Gained from the propitious pregnancy outcomes in several reports with chemotherapy initiation in second trimester, standard treatment chemotherapy is usually instituted irrespective of potential fetal risks [8].

The highly aggressive varieties should be managed with pregnancy termination followed by highly intensive combination chemotherapy, with or without Rituximab [9,10].

Radiation therapy is reserved for early stages of DLBCL, or post-chemotherapy in bulky disease. A full term delivery (≥37 weeks) should be targeted unless maternal and /or fetal health are endangered. Consideration should be given to postponing delivery for 2-3 weeks following treatment to allow maternal bone marrow recovery. A caesarean delivery is not warranted unless otherwise indicated, because staging laparotomy is no longer recommended. The placenta should be subjected to histological examination [7].

Optimal time for conception following NHL diagnosis/treatment should take into regard time of completion of therapy, risk of relapse, age and ovarian function of the women [1].

Soon after diagnosis, young women desiring future fertility should be counselled on available fertility preserving options before starting treatment, to facilitate prompt referral to fertility specialists. Use of GnRH analogues concurrently with chemotherapy is not a reliable means of preserving fertility [11,12]. Embryo or oocyte cryopreservation is the method of paramount importance to preserve female fertility. Ovarian stimulation should be done with Gonadotropins and Letrozole or Tamoxifen before commencing chemotherapy. Consideration of such an approach requires intensive interdisciplinary discussions involving oncologist, radiotherapists and reproductive medicine specialists.

Stewart and Gordon et al., reported a 25-year-old gravida 2 para 1 at 34 4/7 weeks’ gestation with acute liver failure, who also had a tender posterior cervical lymphadenopathy measuring 3x3 x2 cm, like the present case [13]. After induced delivery, biopsies were performed on postpartum day 2, suggestive of NHL. Further evaluation helped in establishing lymphomatous involvement of the porta hepatis as the cause of the acute liver failure in her. Despite aggressive treatment which was initiated on postpartum day four, she succumbed 6 months later.

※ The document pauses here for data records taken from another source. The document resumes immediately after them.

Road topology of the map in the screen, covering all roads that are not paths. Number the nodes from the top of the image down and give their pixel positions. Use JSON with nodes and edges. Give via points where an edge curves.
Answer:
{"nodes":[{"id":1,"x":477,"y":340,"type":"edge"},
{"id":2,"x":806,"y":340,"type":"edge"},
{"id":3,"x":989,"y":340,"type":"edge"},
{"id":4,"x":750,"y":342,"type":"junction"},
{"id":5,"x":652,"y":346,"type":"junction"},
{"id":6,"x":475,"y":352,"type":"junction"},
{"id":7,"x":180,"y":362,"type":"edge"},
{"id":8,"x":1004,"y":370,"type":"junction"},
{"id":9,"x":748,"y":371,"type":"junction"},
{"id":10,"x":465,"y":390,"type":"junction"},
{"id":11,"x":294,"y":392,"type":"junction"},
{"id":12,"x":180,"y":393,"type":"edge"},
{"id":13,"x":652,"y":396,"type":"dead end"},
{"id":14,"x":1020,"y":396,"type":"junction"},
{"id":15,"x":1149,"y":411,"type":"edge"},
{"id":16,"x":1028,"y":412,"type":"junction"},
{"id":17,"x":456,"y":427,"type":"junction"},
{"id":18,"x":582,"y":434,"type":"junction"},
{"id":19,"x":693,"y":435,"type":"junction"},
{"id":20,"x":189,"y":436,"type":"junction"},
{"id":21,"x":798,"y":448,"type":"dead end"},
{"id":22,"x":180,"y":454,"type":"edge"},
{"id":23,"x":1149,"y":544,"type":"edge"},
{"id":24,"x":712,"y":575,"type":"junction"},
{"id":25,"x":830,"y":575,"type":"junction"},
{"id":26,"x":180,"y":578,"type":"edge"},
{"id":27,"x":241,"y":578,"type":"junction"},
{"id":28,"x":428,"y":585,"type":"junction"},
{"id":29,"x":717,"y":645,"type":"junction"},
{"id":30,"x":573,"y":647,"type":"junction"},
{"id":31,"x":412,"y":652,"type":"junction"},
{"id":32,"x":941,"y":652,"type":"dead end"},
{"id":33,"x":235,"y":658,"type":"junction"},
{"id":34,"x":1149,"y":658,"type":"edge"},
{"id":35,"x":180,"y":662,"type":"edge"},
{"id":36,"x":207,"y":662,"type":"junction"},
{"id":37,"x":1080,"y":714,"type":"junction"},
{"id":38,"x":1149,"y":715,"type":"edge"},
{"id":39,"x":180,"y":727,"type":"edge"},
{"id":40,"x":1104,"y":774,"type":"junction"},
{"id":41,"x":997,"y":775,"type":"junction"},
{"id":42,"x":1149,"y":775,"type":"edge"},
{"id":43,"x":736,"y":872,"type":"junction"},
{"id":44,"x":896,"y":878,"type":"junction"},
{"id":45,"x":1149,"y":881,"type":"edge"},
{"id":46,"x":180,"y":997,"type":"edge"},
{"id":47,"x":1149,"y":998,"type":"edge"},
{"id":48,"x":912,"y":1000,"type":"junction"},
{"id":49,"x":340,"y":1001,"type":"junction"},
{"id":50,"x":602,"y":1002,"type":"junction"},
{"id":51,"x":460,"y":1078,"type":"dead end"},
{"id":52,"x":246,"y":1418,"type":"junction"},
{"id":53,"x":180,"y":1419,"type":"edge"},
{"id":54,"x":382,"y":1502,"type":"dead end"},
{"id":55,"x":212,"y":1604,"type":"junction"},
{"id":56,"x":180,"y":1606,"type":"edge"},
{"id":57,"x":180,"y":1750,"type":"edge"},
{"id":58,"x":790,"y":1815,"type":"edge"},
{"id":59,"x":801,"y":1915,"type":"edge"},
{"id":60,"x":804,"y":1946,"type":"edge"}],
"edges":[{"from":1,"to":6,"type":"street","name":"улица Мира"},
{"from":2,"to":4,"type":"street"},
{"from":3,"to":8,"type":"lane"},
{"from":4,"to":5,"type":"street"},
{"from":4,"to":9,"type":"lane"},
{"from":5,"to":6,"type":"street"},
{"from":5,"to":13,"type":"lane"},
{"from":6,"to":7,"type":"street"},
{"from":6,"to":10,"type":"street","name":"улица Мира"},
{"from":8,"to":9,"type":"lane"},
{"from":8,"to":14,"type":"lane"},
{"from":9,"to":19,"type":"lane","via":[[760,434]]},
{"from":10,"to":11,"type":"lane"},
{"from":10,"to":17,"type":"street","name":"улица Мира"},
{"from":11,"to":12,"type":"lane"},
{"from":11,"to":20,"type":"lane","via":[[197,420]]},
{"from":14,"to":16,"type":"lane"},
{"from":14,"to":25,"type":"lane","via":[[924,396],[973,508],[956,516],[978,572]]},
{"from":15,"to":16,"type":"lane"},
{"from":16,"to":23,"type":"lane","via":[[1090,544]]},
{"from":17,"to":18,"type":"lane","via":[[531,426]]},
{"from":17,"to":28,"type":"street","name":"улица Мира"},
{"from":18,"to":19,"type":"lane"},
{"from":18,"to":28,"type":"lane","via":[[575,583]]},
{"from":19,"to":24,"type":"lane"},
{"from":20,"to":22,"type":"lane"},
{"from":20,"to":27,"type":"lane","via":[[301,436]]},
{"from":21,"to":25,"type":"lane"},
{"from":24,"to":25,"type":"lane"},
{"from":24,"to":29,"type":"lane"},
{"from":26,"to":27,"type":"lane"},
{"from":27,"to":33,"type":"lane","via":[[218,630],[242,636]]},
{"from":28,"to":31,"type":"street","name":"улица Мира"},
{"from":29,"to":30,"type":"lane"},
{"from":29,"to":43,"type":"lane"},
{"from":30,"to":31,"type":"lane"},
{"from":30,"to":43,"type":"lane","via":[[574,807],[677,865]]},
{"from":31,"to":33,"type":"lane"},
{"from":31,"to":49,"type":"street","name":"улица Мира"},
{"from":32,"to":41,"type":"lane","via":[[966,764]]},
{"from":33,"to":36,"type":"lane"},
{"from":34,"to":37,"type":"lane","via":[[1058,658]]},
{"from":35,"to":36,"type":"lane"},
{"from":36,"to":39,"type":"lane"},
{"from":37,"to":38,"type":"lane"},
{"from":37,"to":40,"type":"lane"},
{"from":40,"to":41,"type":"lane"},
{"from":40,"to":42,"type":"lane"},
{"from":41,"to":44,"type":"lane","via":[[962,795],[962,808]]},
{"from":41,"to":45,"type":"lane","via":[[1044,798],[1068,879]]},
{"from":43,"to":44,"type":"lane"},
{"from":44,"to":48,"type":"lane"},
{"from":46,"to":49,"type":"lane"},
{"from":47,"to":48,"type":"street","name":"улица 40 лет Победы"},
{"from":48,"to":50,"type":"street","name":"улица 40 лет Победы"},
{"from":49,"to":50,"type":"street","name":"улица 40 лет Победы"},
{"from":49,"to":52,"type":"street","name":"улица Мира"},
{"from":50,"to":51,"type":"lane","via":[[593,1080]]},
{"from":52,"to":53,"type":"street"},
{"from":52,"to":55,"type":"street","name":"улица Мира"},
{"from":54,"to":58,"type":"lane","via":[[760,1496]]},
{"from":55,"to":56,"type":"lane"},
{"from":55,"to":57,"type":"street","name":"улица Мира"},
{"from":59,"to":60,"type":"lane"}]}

Windom et al., reported a 26-year-gravida 2, para 1, with a twin gestation at 28 weeks’ gestation with gigantomastia without any axillary adenopathy [14]. She also had a lateral rectus palsy and trigeminal neuralgia. She developed preterm labour and delivered vaginally. During the episiotomy repair, a 1 to 2 cm, skin-covered, subcutaneous nodule on the left labium majus was discovered. Histology showed dermal infiltration by a high-grade, small, non-cleaved cell lymphoma. Further, evaluation suggested, NHL and chemotherapy with the ProMACE-CytaBOM regimen was started. After multiple relapses, she died 9 months after diagnosis. Both these cases also highlighted the significance of a high clinical suspicion, along-with an early diagnosis and initiation of therapy, as a vital tool for preventing complications of NHL in pregnant women. Also, a review by Alexander DD et al., acknowledged the mounting evidence of aetiologic heterogeneity amongst NHL and advocated future epidemiologic investigations on NHL to be boosted by scrutiny of types of NHL [15], better dependability and cogency of exposure assessment tools to evaluate occupational, environmental and personal exposures, and appraisal of susceptible subgroups.

Conclusion

The management of NHL during pregnancy is a challenging endeavor, which not only requires proficient knowledge by the clinicians but also sound clinical judgment and compassion, keeping in mind the patient and family preferences and, ultimately, the wellbeing of the neonate.